Il fatto che le fila dei manifestanti fossero guidate sapientemente da due elementi del Mossad, e che, fra i duri di Pravi sektor e Spilna prava fossero arrivati volontari bielorussi, serbi e polacchi, la dice lunga di quanto localismo ci fosse. Su Yulia Tymoshenko, che sta già introducendo i suoi fedelissimi nei gangli di uno stato sempre più diviso, c’è poco da dire, tranne che aveva già tentato l’avventura politica nell’epoca sovietica, e che dirigendo svariate compagnie di energia acquisì un notevole patrimonio economico tra il 1990 e il 1998. Durante le privatizzzazioni, per esempio divenne ricchissima esportando metalli, mentre dal 1995 al 1997 presiedette la Compagnia generale di energia, che importa gas dalla Russia dal 1996. Chiamarla eroina è ironico suo malgrado e decisamente inesatto.

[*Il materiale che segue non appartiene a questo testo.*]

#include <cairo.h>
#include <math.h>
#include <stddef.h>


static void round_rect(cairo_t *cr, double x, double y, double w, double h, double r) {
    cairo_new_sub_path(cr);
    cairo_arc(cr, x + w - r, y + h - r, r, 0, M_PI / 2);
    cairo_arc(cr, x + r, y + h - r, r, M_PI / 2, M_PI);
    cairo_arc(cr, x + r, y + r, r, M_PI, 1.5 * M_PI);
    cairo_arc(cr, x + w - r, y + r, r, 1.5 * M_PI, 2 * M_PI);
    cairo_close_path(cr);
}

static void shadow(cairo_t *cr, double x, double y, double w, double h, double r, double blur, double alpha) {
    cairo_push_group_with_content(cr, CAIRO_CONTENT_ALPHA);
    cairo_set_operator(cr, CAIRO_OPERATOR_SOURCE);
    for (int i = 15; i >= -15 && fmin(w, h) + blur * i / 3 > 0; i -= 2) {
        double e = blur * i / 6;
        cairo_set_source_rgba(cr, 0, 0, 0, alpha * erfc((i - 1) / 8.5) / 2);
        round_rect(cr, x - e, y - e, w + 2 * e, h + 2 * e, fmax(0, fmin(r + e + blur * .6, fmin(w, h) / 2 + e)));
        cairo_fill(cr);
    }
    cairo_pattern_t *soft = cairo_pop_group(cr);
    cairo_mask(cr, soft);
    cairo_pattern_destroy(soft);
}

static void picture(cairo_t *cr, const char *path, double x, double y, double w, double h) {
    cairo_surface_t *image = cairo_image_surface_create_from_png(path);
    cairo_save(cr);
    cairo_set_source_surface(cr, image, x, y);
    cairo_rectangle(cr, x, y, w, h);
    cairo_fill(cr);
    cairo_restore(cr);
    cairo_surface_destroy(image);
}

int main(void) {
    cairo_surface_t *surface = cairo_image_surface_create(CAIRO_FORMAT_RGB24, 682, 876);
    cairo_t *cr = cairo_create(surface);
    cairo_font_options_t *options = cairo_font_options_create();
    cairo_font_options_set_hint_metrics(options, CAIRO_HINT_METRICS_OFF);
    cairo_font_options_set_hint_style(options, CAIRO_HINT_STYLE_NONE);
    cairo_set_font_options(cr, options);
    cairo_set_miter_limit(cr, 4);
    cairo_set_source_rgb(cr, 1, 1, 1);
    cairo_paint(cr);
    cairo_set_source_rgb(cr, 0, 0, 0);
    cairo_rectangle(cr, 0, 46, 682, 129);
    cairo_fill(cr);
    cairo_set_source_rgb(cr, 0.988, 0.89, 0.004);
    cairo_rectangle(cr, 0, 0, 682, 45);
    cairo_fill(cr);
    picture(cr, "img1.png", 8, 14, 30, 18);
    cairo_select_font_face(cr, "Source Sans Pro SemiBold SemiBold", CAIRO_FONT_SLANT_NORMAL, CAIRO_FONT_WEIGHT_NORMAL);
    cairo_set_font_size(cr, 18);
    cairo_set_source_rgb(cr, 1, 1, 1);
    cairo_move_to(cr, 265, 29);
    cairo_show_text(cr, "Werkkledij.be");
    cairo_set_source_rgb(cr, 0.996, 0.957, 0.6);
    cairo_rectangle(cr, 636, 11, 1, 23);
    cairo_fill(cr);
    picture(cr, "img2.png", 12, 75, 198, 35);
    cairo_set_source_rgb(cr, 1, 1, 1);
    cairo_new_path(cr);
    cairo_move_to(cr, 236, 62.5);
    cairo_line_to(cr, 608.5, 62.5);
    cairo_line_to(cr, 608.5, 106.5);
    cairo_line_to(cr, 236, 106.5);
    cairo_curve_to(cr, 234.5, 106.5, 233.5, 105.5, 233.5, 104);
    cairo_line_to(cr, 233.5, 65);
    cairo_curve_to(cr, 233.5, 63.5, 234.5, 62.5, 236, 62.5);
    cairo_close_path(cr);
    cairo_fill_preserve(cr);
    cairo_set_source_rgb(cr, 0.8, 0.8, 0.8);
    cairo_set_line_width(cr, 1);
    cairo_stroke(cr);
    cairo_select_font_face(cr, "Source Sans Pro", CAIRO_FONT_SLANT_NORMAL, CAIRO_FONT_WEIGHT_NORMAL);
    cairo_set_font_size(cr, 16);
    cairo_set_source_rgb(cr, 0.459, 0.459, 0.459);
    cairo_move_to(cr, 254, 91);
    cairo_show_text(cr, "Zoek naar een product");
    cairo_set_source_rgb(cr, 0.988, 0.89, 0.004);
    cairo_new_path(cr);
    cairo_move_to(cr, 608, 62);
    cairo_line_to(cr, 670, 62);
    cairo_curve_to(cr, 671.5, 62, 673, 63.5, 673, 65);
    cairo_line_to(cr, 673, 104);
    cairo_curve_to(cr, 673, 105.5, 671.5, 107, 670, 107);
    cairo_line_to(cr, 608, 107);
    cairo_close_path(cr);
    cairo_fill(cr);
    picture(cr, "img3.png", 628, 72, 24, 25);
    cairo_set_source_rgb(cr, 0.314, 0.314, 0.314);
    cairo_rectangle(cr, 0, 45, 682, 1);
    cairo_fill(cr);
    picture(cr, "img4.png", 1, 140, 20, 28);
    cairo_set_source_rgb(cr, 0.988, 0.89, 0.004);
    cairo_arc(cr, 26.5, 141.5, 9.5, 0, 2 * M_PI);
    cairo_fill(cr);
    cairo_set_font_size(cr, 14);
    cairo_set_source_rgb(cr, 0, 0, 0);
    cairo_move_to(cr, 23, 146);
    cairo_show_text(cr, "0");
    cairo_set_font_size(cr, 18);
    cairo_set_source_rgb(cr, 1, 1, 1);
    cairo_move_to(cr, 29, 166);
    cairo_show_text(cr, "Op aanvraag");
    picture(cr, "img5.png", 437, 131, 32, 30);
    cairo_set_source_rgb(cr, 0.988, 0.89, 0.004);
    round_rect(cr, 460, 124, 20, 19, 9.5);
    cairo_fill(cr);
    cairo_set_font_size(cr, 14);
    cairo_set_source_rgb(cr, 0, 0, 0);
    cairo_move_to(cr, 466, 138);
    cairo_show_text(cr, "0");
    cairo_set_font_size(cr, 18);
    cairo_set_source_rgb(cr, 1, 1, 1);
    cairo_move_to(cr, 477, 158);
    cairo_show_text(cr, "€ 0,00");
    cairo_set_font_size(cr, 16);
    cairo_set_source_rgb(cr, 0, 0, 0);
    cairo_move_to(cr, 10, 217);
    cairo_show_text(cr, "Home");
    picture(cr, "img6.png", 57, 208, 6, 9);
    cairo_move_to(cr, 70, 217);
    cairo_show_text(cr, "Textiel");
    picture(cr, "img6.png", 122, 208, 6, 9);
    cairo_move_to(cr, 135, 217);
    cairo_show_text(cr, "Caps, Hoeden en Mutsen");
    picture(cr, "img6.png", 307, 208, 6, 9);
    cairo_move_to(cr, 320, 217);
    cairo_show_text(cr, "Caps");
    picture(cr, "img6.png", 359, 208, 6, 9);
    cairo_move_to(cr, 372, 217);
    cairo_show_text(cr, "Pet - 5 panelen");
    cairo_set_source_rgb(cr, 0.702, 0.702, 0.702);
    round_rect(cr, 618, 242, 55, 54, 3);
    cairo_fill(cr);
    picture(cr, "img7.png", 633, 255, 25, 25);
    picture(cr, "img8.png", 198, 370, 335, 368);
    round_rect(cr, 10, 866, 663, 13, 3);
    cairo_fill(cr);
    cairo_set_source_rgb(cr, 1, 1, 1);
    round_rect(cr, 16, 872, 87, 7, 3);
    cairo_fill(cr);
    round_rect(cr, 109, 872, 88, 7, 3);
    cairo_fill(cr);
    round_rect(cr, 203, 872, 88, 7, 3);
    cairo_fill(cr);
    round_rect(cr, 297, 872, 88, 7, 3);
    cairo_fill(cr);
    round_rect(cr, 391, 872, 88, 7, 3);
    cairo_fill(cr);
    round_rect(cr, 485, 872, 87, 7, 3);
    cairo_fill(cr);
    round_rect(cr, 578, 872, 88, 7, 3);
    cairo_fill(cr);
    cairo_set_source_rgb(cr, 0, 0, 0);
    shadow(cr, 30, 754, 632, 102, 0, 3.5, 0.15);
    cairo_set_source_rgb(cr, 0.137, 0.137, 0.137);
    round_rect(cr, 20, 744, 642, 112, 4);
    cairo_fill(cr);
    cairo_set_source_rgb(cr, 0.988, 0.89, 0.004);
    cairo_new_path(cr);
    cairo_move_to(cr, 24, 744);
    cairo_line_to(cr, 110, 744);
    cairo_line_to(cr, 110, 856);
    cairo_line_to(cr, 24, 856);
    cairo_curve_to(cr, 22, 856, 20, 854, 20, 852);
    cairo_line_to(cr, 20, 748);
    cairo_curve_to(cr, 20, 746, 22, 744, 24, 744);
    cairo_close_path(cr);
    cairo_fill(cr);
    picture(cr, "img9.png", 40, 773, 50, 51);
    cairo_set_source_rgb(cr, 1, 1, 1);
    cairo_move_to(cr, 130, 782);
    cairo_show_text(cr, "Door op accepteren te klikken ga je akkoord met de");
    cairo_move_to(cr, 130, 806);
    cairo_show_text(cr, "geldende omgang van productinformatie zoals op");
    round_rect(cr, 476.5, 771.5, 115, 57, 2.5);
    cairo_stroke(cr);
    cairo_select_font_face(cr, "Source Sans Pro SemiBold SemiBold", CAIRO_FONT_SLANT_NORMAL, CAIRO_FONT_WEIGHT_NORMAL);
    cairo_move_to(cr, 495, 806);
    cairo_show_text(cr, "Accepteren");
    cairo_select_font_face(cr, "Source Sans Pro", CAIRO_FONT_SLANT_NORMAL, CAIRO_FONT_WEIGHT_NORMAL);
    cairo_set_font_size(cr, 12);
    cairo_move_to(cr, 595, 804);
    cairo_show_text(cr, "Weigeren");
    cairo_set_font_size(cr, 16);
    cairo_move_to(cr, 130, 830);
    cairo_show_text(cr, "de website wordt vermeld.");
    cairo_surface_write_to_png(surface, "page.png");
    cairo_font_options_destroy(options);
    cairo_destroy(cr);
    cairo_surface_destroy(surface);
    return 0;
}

Diciamo che si diverte con il potere invece che con i meno pericolosi Chelsea o Brooklyn Nets, avendo come avversari personaggi della sua razza.

Restano le mosse ancora in erba di Putin che ha stretto le fila in Crimea, soprattutto a Sebastopoli dove ci sono le basi della flotta, e nell’est, dove i russofoni sono la maggioranza. Tra le altre cose, proprio questa parte geografica è quella più ricca, cosa importante in uno stato prossimo al default (ma in Europa c’è posto per tutti, si sa). L’aver lasciato l’inerzia delle mosse ai rivoltosi si è ritorto contro loro stessi perché Putin, adesso, potrà giostrare le cose per arrivare ad una secessione che lascerebbe i filo europei con debiti e nulla più visto che la concentrazione della ricchezza è nelle mani dei filo russi, Crimea compresa, che non avrebbero problemi a ritornare nella grande madre Russia. Se fosse necessario, è difficile dubitare che il Vladimir post-Sochi non userebbe la forza per non avere nemici ad un passo da casa e stare one step up rispetto ad un Obama sempre più ingrigito e poco avvezzo alle tecniche geopolitiche del fu Kgb. Gli avidi compassati d’Europa, grandi famiglie e loro cortigiani, vorrebbero insomma diventare badanti anche dell’Ucraina. Ma non dappertutto trovano gente disposta a commercializzare la propria identità e la propria storia.